Friday, Jul. 30, 1965

Raising Anti-Poverty's Ante

Experimental, controversial, and only nine months old, President Johnson's anti-poverty program is also about to get stronger and richer. Last week the House of Representatives passed and sent to the Senate an anti-poverty authorization bill of $1.9 billion for the current fiscal year. This was $400 million more than the original Administration request and $1.1 billion above the appropriation for the nine months that ended June 30. Further, the new bill gives Anti-Poverty Chief Sargent Shriver the right to reverse a Governor's veto of federal decisions to place certain types of projects in the Governor's state.
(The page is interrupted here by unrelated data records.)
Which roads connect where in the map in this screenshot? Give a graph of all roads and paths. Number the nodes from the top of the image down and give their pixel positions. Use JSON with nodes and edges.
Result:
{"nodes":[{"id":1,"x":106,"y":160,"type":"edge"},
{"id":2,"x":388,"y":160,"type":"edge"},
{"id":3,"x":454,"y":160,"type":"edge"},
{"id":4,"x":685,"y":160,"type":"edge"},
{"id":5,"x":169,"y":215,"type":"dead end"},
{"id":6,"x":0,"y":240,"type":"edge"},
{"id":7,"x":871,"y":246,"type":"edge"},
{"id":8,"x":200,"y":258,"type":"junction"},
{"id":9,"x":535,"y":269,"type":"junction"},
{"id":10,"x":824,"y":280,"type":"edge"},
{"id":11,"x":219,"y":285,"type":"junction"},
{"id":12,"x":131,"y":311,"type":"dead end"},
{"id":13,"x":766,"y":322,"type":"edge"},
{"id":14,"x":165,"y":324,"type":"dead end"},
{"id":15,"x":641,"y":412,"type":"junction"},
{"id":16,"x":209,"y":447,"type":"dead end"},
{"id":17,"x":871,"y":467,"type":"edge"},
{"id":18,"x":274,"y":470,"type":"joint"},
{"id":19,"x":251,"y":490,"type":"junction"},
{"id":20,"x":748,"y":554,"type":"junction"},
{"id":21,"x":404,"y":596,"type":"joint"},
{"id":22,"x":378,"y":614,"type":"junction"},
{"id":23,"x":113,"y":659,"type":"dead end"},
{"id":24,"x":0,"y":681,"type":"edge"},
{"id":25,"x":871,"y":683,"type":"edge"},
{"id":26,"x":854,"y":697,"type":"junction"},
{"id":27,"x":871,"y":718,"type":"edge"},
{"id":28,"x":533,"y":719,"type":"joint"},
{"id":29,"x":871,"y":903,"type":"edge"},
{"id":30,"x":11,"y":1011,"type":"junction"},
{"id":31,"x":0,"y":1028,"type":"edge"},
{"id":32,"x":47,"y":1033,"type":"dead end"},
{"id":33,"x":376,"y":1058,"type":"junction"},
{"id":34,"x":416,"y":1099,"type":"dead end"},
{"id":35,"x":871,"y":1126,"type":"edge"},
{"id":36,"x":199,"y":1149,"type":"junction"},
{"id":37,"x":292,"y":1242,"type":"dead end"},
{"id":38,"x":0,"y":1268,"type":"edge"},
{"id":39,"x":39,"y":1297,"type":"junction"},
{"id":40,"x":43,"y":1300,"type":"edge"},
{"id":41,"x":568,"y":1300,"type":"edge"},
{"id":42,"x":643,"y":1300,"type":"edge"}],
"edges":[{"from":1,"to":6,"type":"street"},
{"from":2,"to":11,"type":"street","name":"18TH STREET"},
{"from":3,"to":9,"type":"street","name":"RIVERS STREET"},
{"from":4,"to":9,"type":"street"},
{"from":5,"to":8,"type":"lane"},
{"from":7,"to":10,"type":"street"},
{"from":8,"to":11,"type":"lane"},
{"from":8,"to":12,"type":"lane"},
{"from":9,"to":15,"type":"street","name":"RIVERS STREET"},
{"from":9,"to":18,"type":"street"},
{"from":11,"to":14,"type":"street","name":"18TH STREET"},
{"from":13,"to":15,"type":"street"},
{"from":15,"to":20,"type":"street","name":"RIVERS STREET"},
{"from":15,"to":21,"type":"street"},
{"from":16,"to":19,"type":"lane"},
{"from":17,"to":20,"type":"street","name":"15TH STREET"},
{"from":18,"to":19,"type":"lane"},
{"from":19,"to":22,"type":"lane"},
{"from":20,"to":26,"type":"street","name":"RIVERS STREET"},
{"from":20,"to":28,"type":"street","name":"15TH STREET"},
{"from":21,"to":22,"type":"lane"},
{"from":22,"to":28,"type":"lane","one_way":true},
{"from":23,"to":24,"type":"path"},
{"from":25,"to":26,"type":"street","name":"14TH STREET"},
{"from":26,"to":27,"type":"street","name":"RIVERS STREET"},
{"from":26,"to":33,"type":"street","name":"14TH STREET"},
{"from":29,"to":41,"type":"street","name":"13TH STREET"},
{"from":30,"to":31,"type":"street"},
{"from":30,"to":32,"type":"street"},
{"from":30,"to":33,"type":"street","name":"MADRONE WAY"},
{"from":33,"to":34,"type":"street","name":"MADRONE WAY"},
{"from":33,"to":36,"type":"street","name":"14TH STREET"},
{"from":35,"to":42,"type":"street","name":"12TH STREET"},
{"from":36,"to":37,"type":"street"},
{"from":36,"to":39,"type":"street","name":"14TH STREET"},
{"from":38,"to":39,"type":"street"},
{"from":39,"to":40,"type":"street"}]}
Marked Deck. Some Republicans and a handful of Democrats repeatedly lost bids to amend the authorization downward and impose administrative restrictions. Amendment after amendment went down in voice votes. The opposition came close only once, on the issue of the Governor's veto, when it lost a teller vote 155 to 150. Still, there were some lively protests.

California Republican H. Allen Smith called the program a "monstrous boondoggle" that was being increased although there had been no "meaningful evaluation" of it. Ohio Republican William Ayres chided the Administration for keeping Shriver as head of both the domestic Office of Economic Opportunity and the foreign Peace Corps. Said Ayres: "We are now asked to double the appropriation and still retain a half-time director." Pennsylvania Democrat John Dent liked the program's aims but charged both Republican and Democratic Governors with using the program for political purposes--"both in the same poker game, and both have the same marked deck." New Jersey Republican Peter Frelinghuysen taunted Democrats about difficulties at some OEO centers (TIME, July 16). "Many mistakes have been made," Frelinghuysen said, "yet we try to brush them under the rug. This program does not deserve an additional penny."

Positive Thinking. Harlem's Adam Clayton Powell, chairman of the Education and Labor Committee that had expanded and reported the bill, spoke from personal experience when he observed that "social-welfare power struggles, political friction and public controversy have been spawned." But, Powell claimed extravagantly, the program already had "uplifted and given new hope" to 3,000,000 people who had been "drifting aimlessly through shabby lives." John Lindsay, the Republican mayoral candidate in New York, also acknowledged problems. Then he said: "I think we should look at this rather affirmatively--we should look at the good that these programs are doing for human beings rather than condemn the entire noble effort because it falls short of immediate perfection."

As the debate went into its second day, the House leadership tried to cut it off. Republicans resisted the rush tactics, and even a Democrat, Paul Jones of Missouri, cried: "This is the damnedest thing I've seen in all my life." He shouted at his fellow Democrats: "Some of you should be ashamed to call yourselves legislators." The opponents gained more talking time, but it did them no good. The final vote on the authorization was 245 to 158.